Work instruction: Among the entries below, find the lines holding "竜舞足利線" and copy them.

Recorded data:
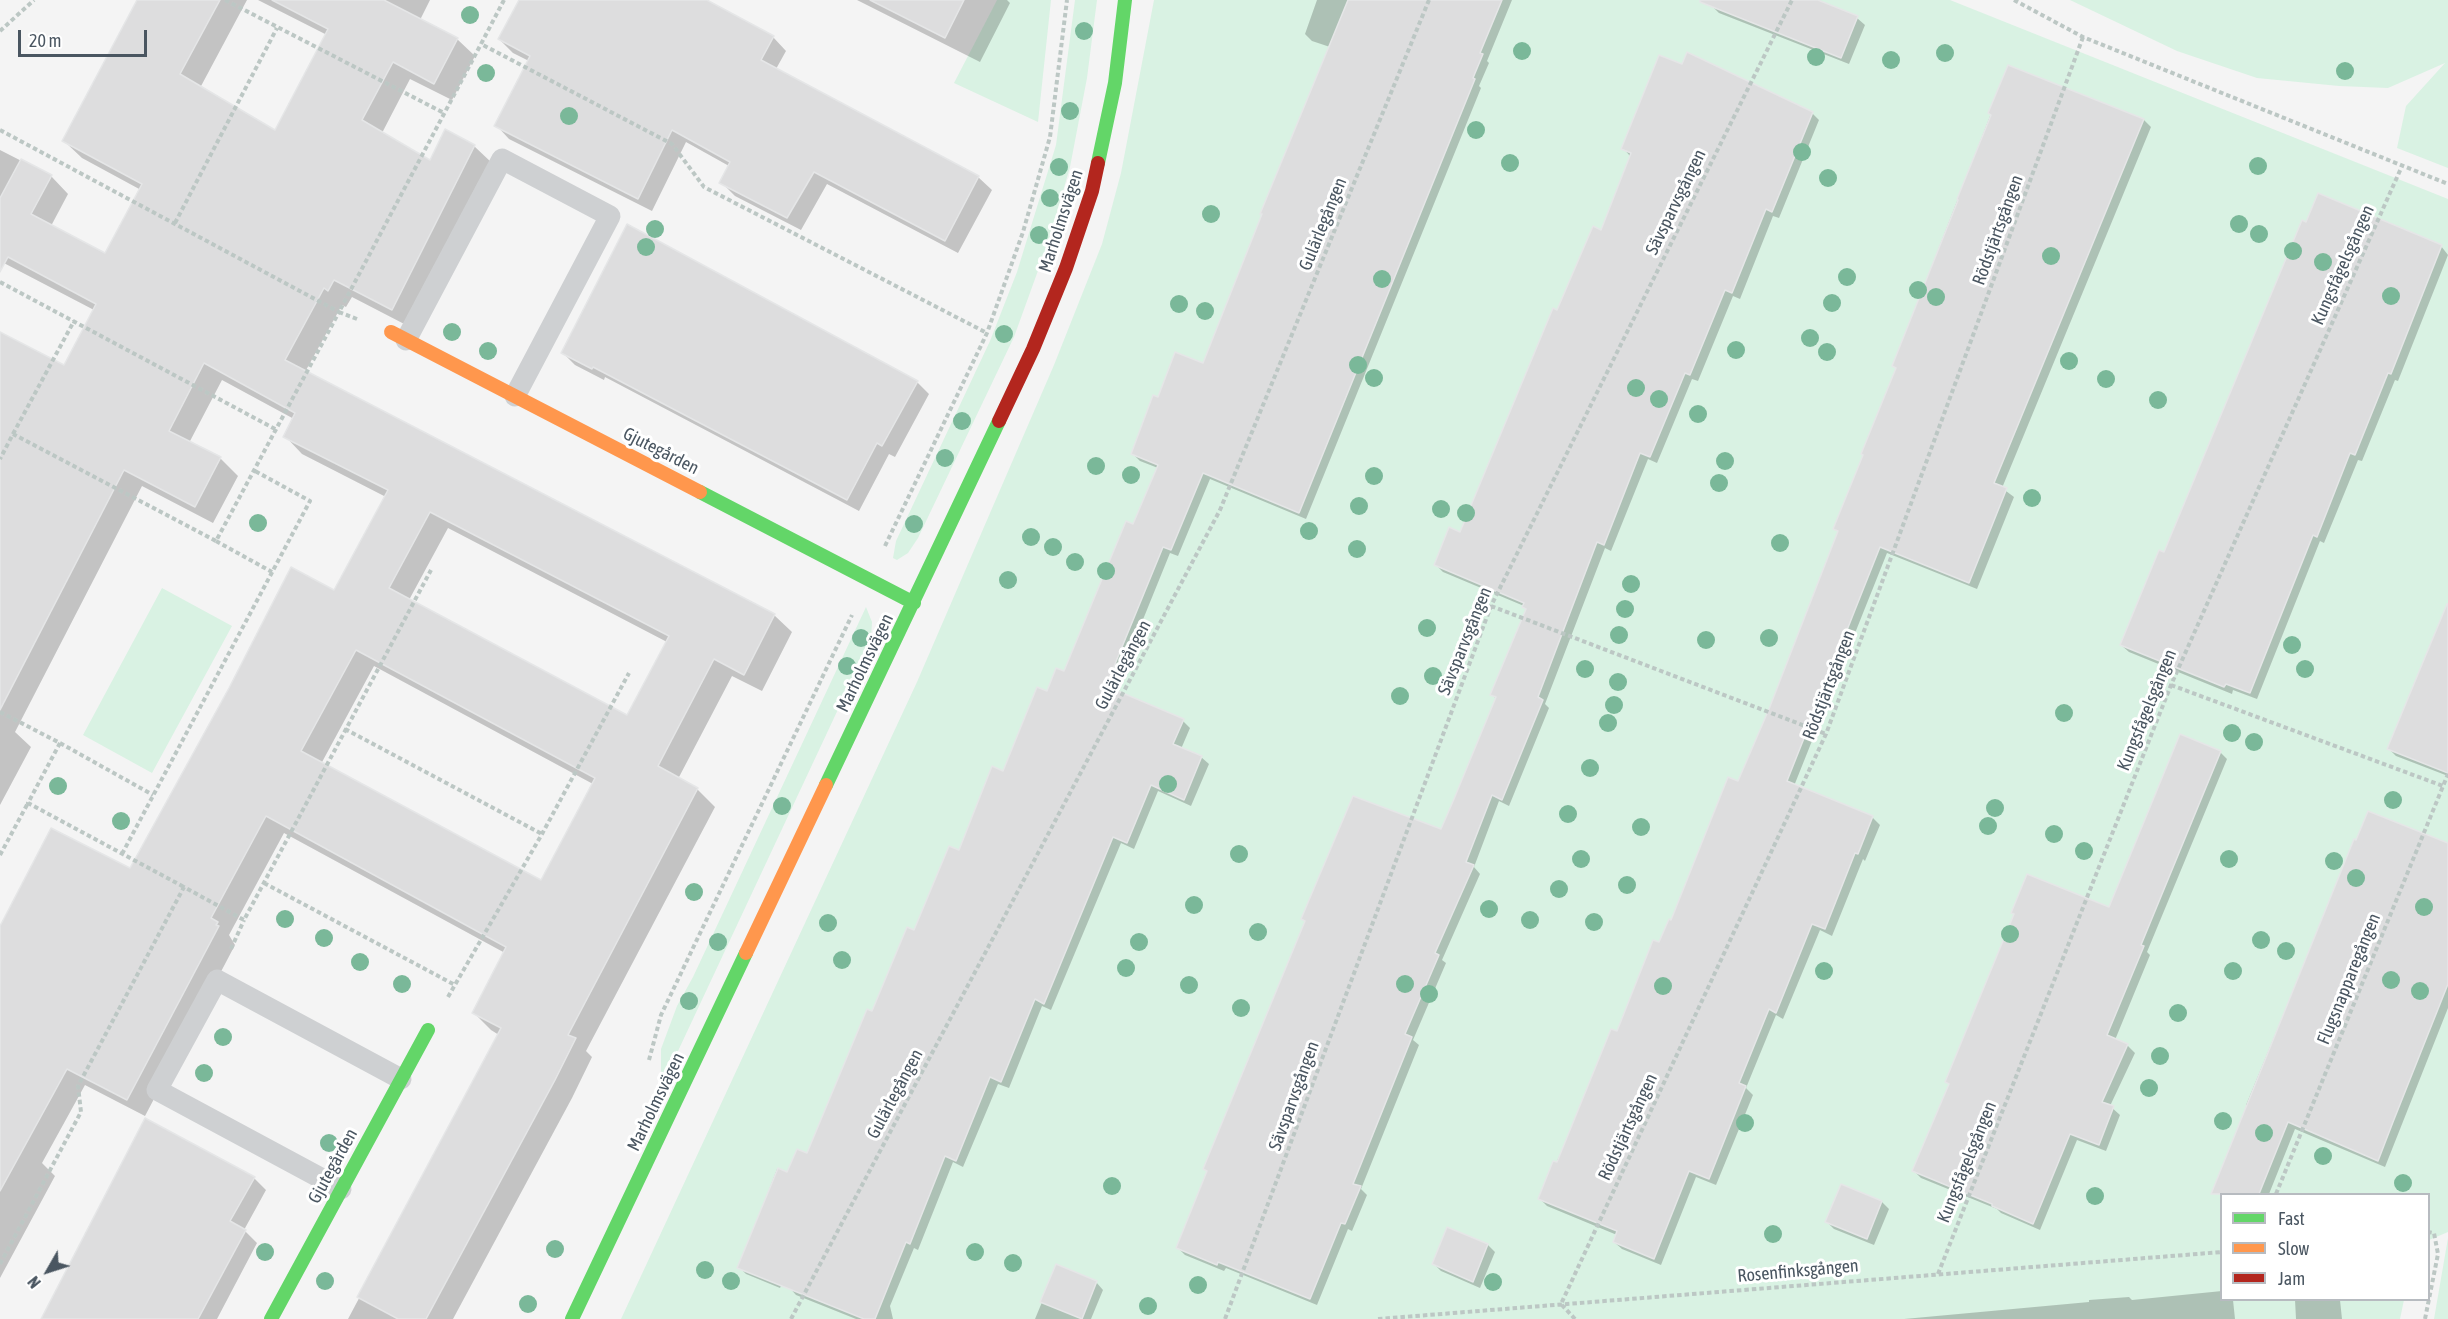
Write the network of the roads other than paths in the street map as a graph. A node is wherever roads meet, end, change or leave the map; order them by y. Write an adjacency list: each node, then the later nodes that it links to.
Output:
1 (1125, 0): 4 (street, Marholmsvägen)
2 (398, 336): 3 (street, Gjutegården); 3 (lane)
3 (514, 396): 4 (street, Gjutegården)
4 (914, 603): 9 (street, Marholmsvägen)
5 (428, 1030): 6 (street, Gjutegården)
6 (401, 1079): 7 (street, Gjutegården); 7 (lane)
7 (341, 1189): 8 (street, Gjutegården)
8 (271, 1319)
9 (572, 1319)

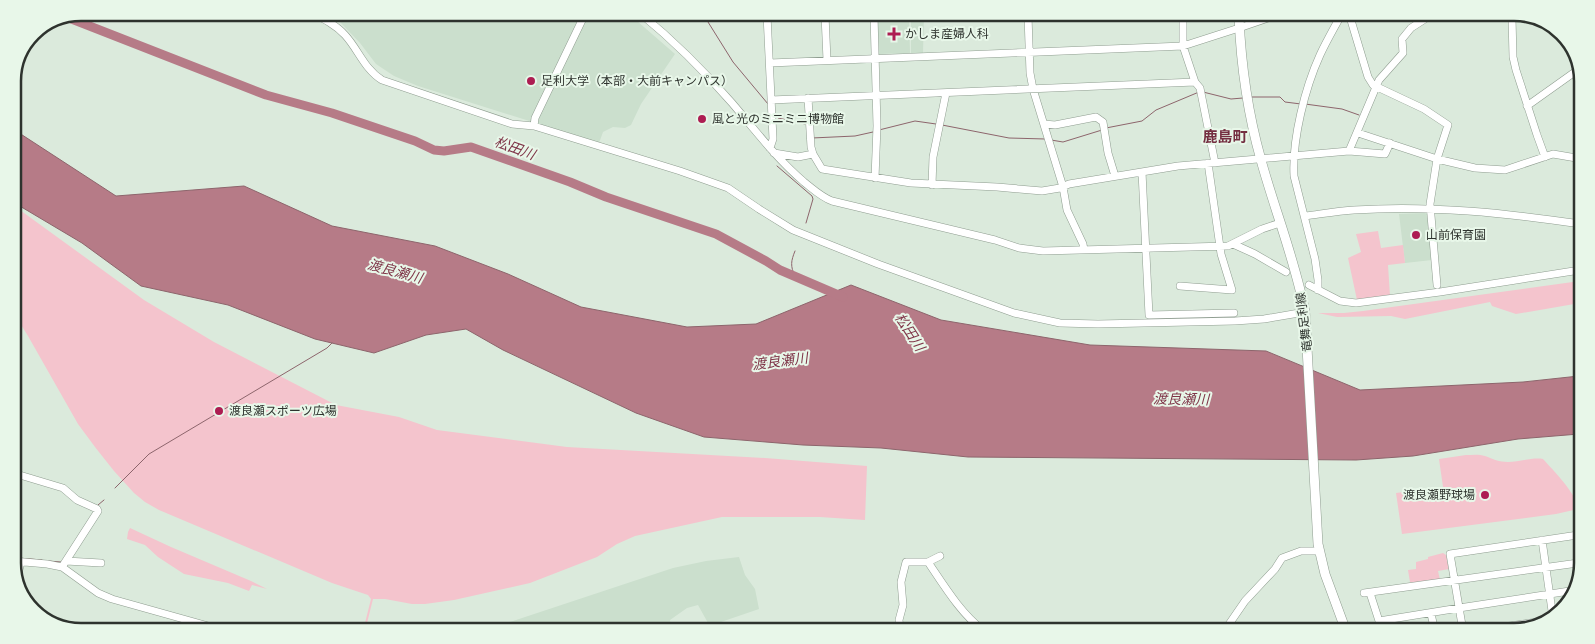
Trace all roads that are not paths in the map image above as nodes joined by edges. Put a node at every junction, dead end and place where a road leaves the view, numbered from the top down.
1 (327, 21) edge
2 (582, 21) edge
3 (649, 21) edge
4 (768, 21) edge
5 (825, 21) edge
6 (874, 21) edge
7 (1028, 21) edge
8 (1183, 21) edge
9 (1239, 21) edge
10 (1260, 21) edge
11 (1338, 21) edge
12 (1351, 21) edge
13 (1422, 21) edge
14 (1512, 21) edge
15 (1240, 28) junction
16 (1183, 46) junction
17 (1030, 52) junction
18 (876, 58) junction
19 (827, 60) junction
20 (770, 63) junction
21 (1573, 73) edge
22 (1195, 82) junction
23 (1376, 87) junction
24 (1034, 89) junction
25 (946, 93) junction
26 (876, 96) junction
27 (808, 98) junction
28 (771, 100) junction
29 (1528, 106) junction
30 (1044, 124) junction
31 (534, 126) junction
32 (1358, 133) junction
33 (1390, 143) junction
34 (772, 150) junction
35 (1350, 151) junction
36 (813, 154) junction
37 (1294, 156) junction
38 (1545, 157) junction
39 (1574, 158) edge
40 (1261, 159) junction
41 (1437, 159) junction
42 (1212, 163) junction
43 (1142, 172) junction
44 (1115, 176) junction
45 (875, 178) junction
46 (932, 184) junction
47 (1063, 187) junction
48 (1430, 208) junction
49 (1305, 216) junction
50 (1574, 223) edge
51 (1280, 224) junction
52 (1233, 244) junction
53 (1220, 246) junction
54 (1146, 249) junction
55 (1084, 250) junction
56 (1574, 271) edge
57 (1286, 272) dead end
58 (1309, 285) dead end
59 (1437, 285) dead end
60 (1180, 286) dead end
61 (1318, 290) junction
62 (1234, 313) dead end
63 (1305, 314) junction
64 (21, 475) edge
65 (1574, 536) edge
66 (1542, 540) junction
67 (1319, 548) junction
68 (940, 556) dead end
69 (21, 562) edge
70 (928, 562) junction
71 (101, 563) dead end
72 (64, 564) junction
73 (1574, 564) edge
74 (1546, 568) junction
75 (1454, 581) junction
76 (1566, 592) edge
77 (1550, 594) junction
78 (1459, 608) junction
79 (1551, 609) edge
80 (1431, 614) junction
81 (197, 623) edge
82 (899, 623) edge
83 (974, 623) edge
84 (1230, 623) edge
85 (1343, 623) edge
86 (1433, 623) edge
87 (1462, 623) edge

1 - 31 street
2 - 31 street
3 - 34 street
4 - 20 street
5 - 19 street
6 - 18 street
7 - 17 street
8 - 16 street
9 - 15 main road, 竜舞足利線
10 - 15 street
11 - 37 street
12 - 23 street
13 - 23 street
14 - 29 street
15 - 16 street
15 - 40 main road, 竜舞足利線
16 - 17 street
16 - 22 street
17 - 18 street
17 - 24 street
18 - 19 street
18 - 26 street
19 - 20 street
20 - 28 street
21 - 29 street
22 - 24 street
22 - 42 street
23 - 32 street
23 - 41 street
24 - 25 street
24 - 30 street
25 - 26 street
25 - 46 street
26 - 27 street
26 - 45 street
27 - 28 street
27 - 36 street
28 - 34 street
29 - 38 street
30 - 44 street
30 - 47 street
31 - 63 street
32 - 33 street
32 - 35 street
33 - 35 street
33 - 41 street
34 - 36 street
34 - 55 street
35 - 37 street
36 - 45 street
37 - 40 street
37 - 49 street
38 - 39 street
38 - 41 street
40 - 42 street
40 - 51 main road, 竜舞足利線
41 - 48 street
42 - 43 street
42 - 53 street
43 - 44 street
43 - 54 street
44 - 47 street
45 - 46 street
46 - 47 street
47 - 55 street
48 - 49 street
48 - 50 street
48 - 59 street
49 - 61 street
51 - 52 street
51 - 63 main road, 竜舞足利線
52 - 53 street
52 - 57 street
53 - 54 street
53 - 60 street
54 - 55 street
54 - 62 street
56 - 61 street
58 - 61 street
63 - 67 main road, 竜舞足利線
64 - 72 street
65 - 66 street
66 - 74 street
66 - 75 street
67 - 84 street
67 - 85 main road, 竜舞足利線
68 - 70 street
69 - 72 street
70 - 82 street
70 - 83 street
71 - 72 street
72 - 81 street
73 - 74 street
74 - 75 street
74 - 77 street
75 - 78 street
75 - 80 street
76 - 77 street
77 - 78 street
77 - 79 street
78 - 80 street
78 - 87 street
80 - 86 street

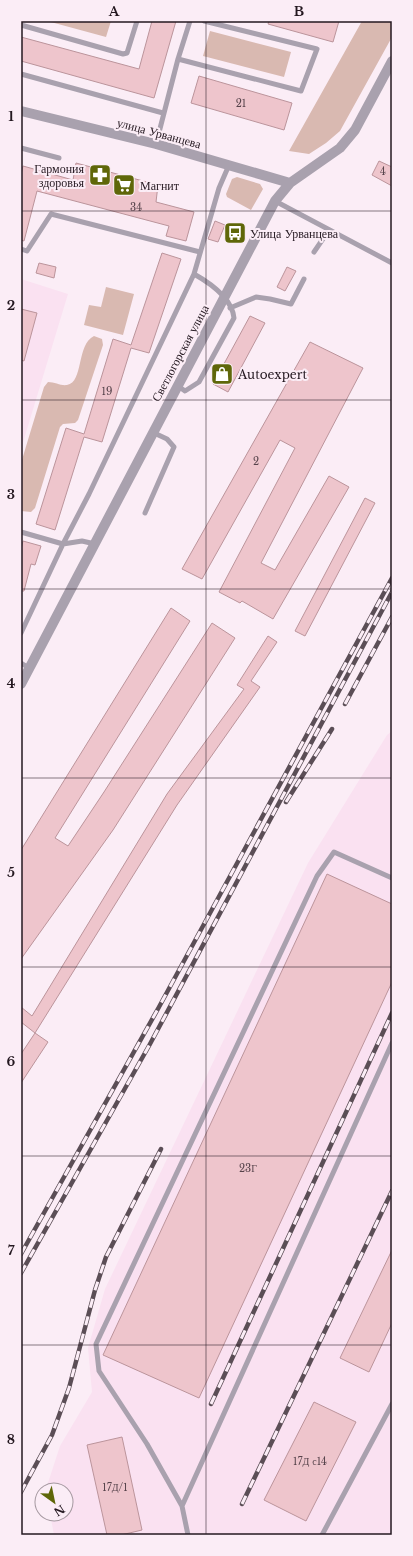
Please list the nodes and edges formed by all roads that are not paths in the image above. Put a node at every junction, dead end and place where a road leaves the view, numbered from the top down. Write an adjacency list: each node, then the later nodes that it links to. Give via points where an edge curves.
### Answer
1 (137, 21): 4 (lane, via 127,53 123,54)
2 (190, 21): 5 (lane)
3 (204, 21): 5 (lane, via 317,49 301,91)
4 (21, 25)
5 (178, 59): 9 (lane)
6 (392, 61): 14 (street, Светлогорская улица, via 355,130 340,148)
7 (21, 74): 9 (lane)
8 (21, 111): 10 (street, улица Урванцева)
9 (163, 112): 10 (lane)
10 (156, 144): 13 (street, улица Урванцева)
11 (21, 148): 12 (lane)
12 (59, 158)
13 (229, 165): 14 (street, улица Урванцева); 18 (lane, via 219,188)
14 (290, 183): 15 (street, Светлогорская улица)
15 (275, 201): 16 (lane); 23 (street, Светлогорская улица)
16 (329, 230): 19 (lane); 20 (lane)
17 (21, 249): 18 (lane, via 27,251 51,214)
18 (200, 252): 21 (lane)
19 (314, 252)
20 (392, 263)
21 (194, 274): 23 (lane, via 208,282); 29 (lane)
22 (304, 279): 24 (lane, via 291,304 256,297)
23 (224, 298): 24 (lane); 25 (street, Светлогорская улица)
24 (230, 308): 25 (lane, via 234,318 199,382 185,391)
25 (178, 386): 26 (street, Светлогорская улица)
26 (152, 432): 27 (lane, via 167,439 174,447); 30 (street, Светлогорская улица)
27 (145, 513)
28 (21, 532): 29 (lane)
29 (63, 544): 30 (lane, via 82,541); 31 (lane)
30 (95, 544): 32 (street, Светлогорская улица)
31 (21, 633)
32 (25, 666): 33 (street, Светлогорская улица)
33 (21, 684)
34 (392, 878): 37 (lane, via 334,852 317,876 96,1344 98,1371 147,1444)
35 (392, 1043): 37 (lane)
36 (392, 1404): 39 (lane)
37 (182, 1506): 38 (lane)
38 (188, 1535)
39 (322, 1535)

Answer to this exercise:
9 - 15 main road, 竜舞足利線
15 - 40 main road, 竜舞足利線
40 - 51 main road, 竜舞足利線
51 - 63 main road, 竜舞足利線
63 - 67 main road, 竜舞足利線
67 - 85 main road, 竜舞足利線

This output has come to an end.